Y él no sabía por qué siempre las balas perdidas terminaban en el cerebro, en el corazón o en los pulmones, sin atinar nunca en un blanco menos vital, por ejemplo, en los testículos, hecho gravísimo desde cualquier punto de vista que se juzgara porque dejaba al sujeto con una minusvalía —difícil hallazgo en el cruce de las palabras sobre el papel— para el amor y la procreación, pero de todos modos con vida para seguir arrastrando el ingrato retablo de las maravillas. Además, si guardaba discreción, nadie se iba a enterar de que era un eunuco que solo servía para el oficio de guarda de honor. Aunque cavilando un poco, ya no era necesario vigilar la honra de las mujeres con cinturones de castidad y sirvientes castrados pues los maridos de hoy se paseaban muy orgullosos, como orondos caribúes.

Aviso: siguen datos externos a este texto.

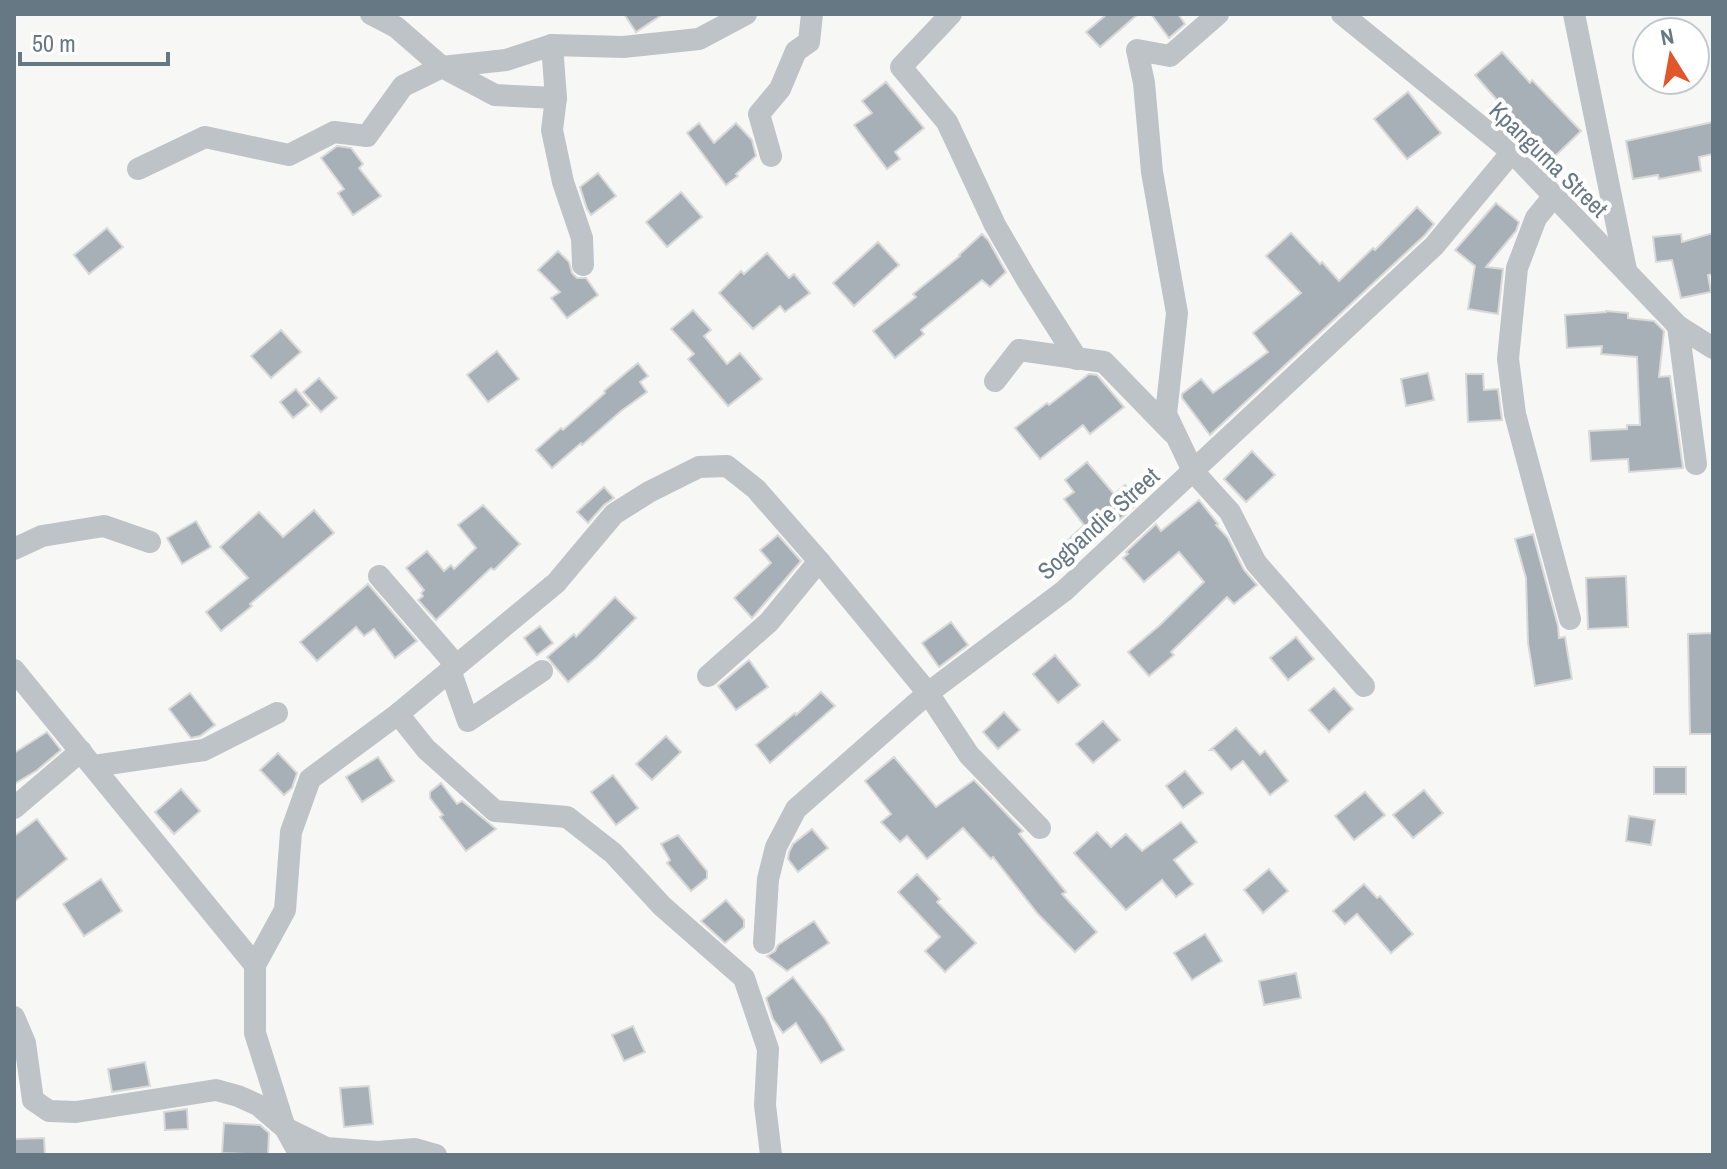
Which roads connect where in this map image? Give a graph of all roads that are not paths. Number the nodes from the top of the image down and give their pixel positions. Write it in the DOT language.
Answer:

Pensó que una manera de protegerse de las balas extraviadas podía ser la de salir a la calle con un chaleco acorazado y una escafandra de acero en la cabeza pero le pareció que tales prevenciones, de ponerse en práctica, constituirían una grotesca forma patológica del miedo o quizás un grosero artificio de carnaval. Lo otro, razonaba Colmenares, era que las víctimas de las balas perdidas resultaban siempre ciudadanos que salían a cumplir alguna diligencia pues ya nadie se echaba a la calle a pasear, a sacar al perro para que hiciera sus gracias en los jardines ajenos, a contemplar los atardeceres desde la orilla del río, con la luz espejando en las aguas contaminadas. Las caminatas y el vagabundeo citadino, realizados por el solo placer de la contemplación, sin el ánimo de comprar los vestidos y accesorios de última moda exhibidos sobre maniquíes de sonrisa y tamaño natural, eran frívolas ocupaciones del pasado. Quienes salían lo hacían por necesidad, de lo contrario se quedaban encerrados en sus casas y apartamentos, mirando una película casi siempre de pistoleros y mafiosos o resolviendo crucigramas, como acostumbraba él, mientras llegaba el viernes en que recibía el paquete negro a las cuatro de la madrugada, de manos de un sujeto que nunca dejaba ver su cara, precaución que también debía tomar él cuando lo entregaba.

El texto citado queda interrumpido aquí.